Big gift for Vt. physical rehab center

Posted on June 2, 2014

By JACK THURSTON, NECN
Published: Wednesday, May 28, 2014
View the original article here.

The Travis Roy Foundation and Fletcher Allen Health Care announced the donation of advanced stair climbing equipment for the inpatient rehabilitation facility located at the hospital’s Fanny Allen campus in Colchester, Vermont. The Dynamic Stair Trainer, as it is known, is adjustable, and will be used to assist patients taking their first steps again after suffering a stroke, injury, or other physical or neurological problem.
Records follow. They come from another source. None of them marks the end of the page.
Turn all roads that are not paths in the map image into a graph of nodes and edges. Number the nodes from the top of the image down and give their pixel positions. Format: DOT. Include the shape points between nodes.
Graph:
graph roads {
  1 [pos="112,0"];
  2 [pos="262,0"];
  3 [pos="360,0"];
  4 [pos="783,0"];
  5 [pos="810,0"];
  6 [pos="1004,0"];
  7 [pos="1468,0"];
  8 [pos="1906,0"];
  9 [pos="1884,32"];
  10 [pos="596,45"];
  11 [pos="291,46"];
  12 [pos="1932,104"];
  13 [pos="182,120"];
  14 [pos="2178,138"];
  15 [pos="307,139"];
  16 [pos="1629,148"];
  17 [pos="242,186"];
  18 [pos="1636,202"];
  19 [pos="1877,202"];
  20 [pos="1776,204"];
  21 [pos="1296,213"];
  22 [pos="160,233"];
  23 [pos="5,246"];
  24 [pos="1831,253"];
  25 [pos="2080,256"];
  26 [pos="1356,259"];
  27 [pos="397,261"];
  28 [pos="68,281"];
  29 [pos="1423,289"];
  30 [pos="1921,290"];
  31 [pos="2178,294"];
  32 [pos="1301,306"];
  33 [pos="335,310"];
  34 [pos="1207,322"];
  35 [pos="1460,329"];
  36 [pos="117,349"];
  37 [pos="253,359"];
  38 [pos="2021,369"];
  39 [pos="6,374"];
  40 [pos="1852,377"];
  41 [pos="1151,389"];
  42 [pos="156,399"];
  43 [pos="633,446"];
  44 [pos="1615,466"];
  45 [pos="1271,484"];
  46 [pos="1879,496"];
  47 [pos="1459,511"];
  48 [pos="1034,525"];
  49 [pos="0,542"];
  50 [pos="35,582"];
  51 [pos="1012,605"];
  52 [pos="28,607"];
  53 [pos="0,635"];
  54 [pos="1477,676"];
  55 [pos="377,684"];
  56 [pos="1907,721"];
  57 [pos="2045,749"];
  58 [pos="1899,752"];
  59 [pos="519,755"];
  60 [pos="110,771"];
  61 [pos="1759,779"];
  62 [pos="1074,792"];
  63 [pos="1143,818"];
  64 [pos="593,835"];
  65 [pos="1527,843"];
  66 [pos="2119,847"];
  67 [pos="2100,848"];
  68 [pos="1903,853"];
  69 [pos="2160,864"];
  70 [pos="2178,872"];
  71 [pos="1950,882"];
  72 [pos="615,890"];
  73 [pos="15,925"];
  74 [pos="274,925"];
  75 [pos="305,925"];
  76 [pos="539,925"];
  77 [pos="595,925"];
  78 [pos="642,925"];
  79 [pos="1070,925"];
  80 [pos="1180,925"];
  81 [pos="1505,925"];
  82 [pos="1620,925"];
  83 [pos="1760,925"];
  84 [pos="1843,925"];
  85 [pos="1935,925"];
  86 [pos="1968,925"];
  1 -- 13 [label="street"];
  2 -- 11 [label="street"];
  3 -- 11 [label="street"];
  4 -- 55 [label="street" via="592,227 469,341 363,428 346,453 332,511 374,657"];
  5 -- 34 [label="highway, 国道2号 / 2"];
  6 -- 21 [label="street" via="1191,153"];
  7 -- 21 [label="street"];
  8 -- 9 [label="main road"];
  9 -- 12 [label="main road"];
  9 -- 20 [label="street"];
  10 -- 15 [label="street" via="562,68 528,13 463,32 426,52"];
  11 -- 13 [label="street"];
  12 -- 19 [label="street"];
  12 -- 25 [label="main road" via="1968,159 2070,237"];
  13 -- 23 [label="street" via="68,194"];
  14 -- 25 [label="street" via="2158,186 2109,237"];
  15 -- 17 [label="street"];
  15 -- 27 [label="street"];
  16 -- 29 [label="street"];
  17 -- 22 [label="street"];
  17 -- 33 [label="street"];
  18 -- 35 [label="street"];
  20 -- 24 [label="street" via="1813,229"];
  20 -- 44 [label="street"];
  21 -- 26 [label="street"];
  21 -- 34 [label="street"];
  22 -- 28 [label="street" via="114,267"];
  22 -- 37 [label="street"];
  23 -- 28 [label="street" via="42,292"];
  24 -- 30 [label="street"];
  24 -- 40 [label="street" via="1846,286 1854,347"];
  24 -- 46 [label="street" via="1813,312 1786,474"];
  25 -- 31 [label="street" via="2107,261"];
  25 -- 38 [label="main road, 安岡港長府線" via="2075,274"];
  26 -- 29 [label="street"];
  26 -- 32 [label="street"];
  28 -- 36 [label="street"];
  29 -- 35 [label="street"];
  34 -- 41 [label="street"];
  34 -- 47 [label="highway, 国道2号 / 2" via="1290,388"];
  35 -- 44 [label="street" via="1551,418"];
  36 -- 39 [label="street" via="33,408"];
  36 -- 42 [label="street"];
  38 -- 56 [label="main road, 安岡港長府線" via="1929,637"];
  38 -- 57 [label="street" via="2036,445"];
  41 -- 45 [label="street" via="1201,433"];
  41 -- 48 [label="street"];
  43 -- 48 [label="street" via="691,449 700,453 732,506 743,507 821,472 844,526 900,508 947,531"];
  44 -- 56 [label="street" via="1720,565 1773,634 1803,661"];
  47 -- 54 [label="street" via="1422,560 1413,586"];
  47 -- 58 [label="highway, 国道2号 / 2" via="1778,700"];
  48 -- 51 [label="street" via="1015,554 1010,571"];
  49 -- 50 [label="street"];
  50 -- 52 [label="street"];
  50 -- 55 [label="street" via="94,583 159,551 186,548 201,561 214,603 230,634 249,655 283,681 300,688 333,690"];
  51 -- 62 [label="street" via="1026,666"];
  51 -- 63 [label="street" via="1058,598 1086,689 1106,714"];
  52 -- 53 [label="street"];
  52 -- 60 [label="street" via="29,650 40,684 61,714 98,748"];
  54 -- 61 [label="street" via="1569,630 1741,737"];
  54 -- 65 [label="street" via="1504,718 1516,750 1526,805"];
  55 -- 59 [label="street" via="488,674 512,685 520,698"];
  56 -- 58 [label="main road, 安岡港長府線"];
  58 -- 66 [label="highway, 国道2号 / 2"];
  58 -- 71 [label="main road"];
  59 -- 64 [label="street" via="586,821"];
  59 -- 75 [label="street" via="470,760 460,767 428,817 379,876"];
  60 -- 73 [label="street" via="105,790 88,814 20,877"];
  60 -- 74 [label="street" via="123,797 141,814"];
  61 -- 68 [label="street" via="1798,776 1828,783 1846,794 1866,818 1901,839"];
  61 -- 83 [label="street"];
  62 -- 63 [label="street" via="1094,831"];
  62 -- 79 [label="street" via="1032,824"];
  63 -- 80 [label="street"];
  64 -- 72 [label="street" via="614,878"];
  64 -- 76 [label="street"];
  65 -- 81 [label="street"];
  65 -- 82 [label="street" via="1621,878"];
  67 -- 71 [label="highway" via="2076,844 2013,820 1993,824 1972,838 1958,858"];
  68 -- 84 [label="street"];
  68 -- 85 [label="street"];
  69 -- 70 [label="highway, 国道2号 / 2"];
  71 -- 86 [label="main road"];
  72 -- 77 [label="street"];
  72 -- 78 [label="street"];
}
The foundation helped provide the unit with most of the money it needed to purchase the $17,000 device, the hospital said. “It’s nice for us to be able to give a piece of equipment that will help an array of patients,” Travis Roy told New England Cable News.

Roy is the promising Boston University hockey player who, just 11 seconds into his first collegiate game in 1995, became paralyzed following a freak accident on the ice. While the injury rendered him a quadriplegic, it did not detract from his desire to live an active, fulfilling, and productive life.

In 1997, Roy and supporters launched the Travis Roy Foundation. It supports spinal cord injury research and provides grants to assist recently-paralyzed people. One of the foundation’s major fundraisers is held every summer at a scale replica of Fenway Park in Essex, Vermont. That WIFFLE Ball tournament raised more than a half-million dollars last year alone.


“It’s going to help thousands of people moving forward,” said Dr. Roger Knakal, the medical director of Fletcher Allen’s rehabilitation medicine program, describing the acquisition of the new therapy device.

Knakal said Roy’s grant will help replace less stable wooden steps therapists had been using with patients. He said us the machine’s ability to tailor treatment by raising or lowering the height of steps to match a person’s ability level will likely help get people out of bed sooner, speeding their return home. “Early mobility is important. It’s good not only from a medical standpoint–it helps decrease complications–but it also helps an individual return to a better quality of life,” Knakal explained.

Travis Roy said he is confident from what he’s seen in the world of spinal cord injury research, that doctors in coming years and decades will make big breakthroughs to improve mobility for many. “There’s going to be a lot of people with spinal cord injuries, who, through new therapies, are going to be able to walk again,” Roy predicted.

The Travis Roy foundation and Franciscan Hospital for Children are organizing a fundraising WIFFLE Ball tournament at Boston University’s Nickerson Field on June 21. The Vermont tournament is scheduled for August 15-17.

The Vermont fundraiser is expanding this year, with the addition of a new field to owner Pat O’Connor’s property. In addition to Little Fenway and a miniature version of Chicago’s Wrigley Field, players will also compete on a “Little Field of Dreams.” It is a replica of the Iowa field from the movie “Field of Dreams,” O’Connor and Roy said.